To Parker, jazz is not just a piece of the past but a conversational piece of art.
“The communication that’s happening between all the different players is strong,” Parker said. “All that stuff is really great for any kind of music ensemble, not just in the jazz world.”
Parker said jazz is the essence of communication, an art form that surpasses the bandwidth of a three-minute song, a wonder he has witnessed in real time as he watches and guides students learning improvisation, collaboration and creativity from being involved in jazz.
“Jazz is the only true American art form that was born and bred here,” Parker said. “It bleeds from the Black American music tradition. So there’s the history component of it as well.”

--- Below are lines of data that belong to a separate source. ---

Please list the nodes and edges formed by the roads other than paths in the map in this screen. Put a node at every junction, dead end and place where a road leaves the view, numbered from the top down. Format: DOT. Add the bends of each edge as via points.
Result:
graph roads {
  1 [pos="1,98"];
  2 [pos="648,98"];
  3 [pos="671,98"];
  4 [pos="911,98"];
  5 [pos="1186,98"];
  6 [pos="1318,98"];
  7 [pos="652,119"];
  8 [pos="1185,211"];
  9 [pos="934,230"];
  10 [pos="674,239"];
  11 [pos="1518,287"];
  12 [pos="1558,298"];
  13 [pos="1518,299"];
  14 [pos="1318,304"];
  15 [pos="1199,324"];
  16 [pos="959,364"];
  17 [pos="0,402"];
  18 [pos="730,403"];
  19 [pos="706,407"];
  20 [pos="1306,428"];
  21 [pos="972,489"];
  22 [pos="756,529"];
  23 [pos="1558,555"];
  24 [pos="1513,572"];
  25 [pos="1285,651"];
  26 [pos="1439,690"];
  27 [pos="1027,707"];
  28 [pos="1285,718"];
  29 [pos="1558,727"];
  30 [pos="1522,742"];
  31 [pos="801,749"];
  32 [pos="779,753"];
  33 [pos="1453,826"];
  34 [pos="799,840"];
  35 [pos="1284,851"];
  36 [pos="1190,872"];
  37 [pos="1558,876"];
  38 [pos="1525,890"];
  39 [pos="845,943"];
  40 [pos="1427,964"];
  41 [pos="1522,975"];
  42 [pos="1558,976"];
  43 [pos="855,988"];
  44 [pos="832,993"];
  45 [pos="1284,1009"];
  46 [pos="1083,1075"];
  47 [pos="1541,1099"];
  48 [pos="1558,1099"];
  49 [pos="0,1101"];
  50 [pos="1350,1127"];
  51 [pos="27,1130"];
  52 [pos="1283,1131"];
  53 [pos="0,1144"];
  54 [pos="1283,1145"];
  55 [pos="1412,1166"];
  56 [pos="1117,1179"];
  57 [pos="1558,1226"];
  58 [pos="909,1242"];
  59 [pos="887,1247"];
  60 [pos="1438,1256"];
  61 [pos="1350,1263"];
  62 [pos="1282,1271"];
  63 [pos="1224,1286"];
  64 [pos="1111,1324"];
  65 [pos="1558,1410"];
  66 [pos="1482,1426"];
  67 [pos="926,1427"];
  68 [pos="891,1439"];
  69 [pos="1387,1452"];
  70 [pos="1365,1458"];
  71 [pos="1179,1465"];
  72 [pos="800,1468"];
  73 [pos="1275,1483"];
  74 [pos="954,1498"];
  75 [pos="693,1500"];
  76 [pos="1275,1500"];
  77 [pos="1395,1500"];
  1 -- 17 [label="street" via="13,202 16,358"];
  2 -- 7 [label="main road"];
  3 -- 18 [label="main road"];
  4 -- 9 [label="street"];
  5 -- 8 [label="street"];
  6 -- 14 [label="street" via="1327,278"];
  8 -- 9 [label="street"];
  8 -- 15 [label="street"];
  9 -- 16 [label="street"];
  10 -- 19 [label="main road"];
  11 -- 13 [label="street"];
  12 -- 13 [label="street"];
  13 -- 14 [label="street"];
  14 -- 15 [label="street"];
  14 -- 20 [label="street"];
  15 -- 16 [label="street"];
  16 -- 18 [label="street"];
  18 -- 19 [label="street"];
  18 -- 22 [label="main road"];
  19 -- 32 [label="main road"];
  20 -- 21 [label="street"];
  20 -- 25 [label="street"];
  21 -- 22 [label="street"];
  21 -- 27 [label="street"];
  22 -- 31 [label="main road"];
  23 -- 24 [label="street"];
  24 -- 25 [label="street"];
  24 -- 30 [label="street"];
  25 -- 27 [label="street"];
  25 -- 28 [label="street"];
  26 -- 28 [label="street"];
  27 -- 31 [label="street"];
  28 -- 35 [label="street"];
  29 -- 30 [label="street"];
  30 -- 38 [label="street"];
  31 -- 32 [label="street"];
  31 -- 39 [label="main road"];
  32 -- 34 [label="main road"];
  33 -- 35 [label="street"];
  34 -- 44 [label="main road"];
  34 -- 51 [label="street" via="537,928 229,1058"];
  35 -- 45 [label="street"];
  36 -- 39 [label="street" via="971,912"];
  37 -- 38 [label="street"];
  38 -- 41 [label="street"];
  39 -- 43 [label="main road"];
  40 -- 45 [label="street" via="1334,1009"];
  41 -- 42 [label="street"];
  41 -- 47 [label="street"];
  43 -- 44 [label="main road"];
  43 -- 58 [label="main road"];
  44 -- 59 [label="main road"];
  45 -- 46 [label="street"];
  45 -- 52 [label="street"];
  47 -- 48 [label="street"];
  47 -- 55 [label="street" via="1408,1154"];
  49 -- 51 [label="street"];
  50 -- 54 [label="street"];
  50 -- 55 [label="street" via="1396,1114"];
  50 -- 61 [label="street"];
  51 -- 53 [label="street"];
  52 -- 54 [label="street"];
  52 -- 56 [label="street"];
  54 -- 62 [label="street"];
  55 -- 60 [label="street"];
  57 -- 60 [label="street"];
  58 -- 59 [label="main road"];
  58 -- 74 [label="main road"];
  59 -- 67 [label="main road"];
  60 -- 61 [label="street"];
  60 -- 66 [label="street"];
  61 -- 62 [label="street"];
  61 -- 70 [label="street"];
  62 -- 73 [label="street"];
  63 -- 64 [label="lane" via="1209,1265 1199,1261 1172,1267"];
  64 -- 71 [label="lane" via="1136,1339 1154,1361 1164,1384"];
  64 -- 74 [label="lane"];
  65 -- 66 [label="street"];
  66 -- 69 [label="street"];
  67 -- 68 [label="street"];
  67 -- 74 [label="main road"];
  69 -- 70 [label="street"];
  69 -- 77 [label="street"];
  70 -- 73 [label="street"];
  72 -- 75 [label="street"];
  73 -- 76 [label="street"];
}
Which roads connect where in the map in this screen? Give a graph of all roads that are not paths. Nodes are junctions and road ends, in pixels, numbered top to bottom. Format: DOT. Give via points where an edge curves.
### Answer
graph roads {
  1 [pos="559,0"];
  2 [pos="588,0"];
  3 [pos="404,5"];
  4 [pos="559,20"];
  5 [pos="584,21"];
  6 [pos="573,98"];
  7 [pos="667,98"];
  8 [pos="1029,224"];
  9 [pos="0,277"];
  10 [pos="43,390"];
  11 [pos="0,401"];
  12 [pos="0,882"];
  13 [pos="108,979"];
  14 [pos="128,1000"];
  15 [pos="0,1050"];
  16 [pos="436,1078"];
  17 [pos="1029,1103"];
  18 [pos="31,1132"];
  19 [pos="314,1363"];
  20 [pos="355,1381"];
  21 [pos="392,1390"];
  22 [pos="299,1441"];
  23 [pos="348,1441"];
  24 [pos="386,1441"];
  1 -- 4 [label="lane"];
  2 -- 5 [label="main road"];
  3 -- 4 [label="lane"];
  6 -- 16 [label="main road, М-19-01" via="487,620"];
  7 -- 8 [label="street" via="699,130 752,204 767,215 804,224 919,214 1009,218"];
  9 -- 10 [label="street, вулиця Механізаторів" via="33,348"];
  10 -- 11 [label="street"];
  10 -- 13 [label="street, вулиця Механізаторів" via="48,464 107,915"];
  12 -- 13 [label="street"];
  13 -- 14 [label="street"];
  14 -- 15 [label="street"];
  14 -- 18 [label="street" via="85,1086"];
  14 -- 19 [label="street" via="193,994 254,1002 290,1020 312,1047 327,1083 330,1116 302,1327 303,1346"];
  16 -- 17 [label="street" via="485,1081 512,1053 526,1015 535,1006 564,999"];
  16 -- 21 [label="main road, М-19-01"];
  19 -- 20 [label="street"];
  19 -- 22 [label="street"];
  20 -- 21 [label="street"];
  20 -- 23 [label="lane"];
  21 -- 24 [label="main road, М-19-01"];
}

Jazz lovers in the Waco community have followed suit, as cafes bustle to host nights where attendees can be immersed in the music. Cameron Philgreen, owner of For Keeps Coffee, said his love for jazz began on a night out with his wife at The Green Lady Lounge in Kansas City. Whether it was the dim lighting, the musical environment, or the memories associated with their favorite place, Philgreen knew he had to bring that atmosphere back with him.
For Keeps has hosted several calm, jazz-accompanied date nights inspired by the lounge. Some of the guests take part in listening contentedly to the music, while the rest adjust to it as background, he said. Some crowds take it a step further.
“One time, there were a bunch of people dancing at the very end of the night,” Philgreen said.
Parker said that many students have their own gigs off campus, and Philgreen agreed that jazz’s flexibility is what makes it foundational.
“It’s just one of those atmospheres you crave once you experience it once,” Philgreen said.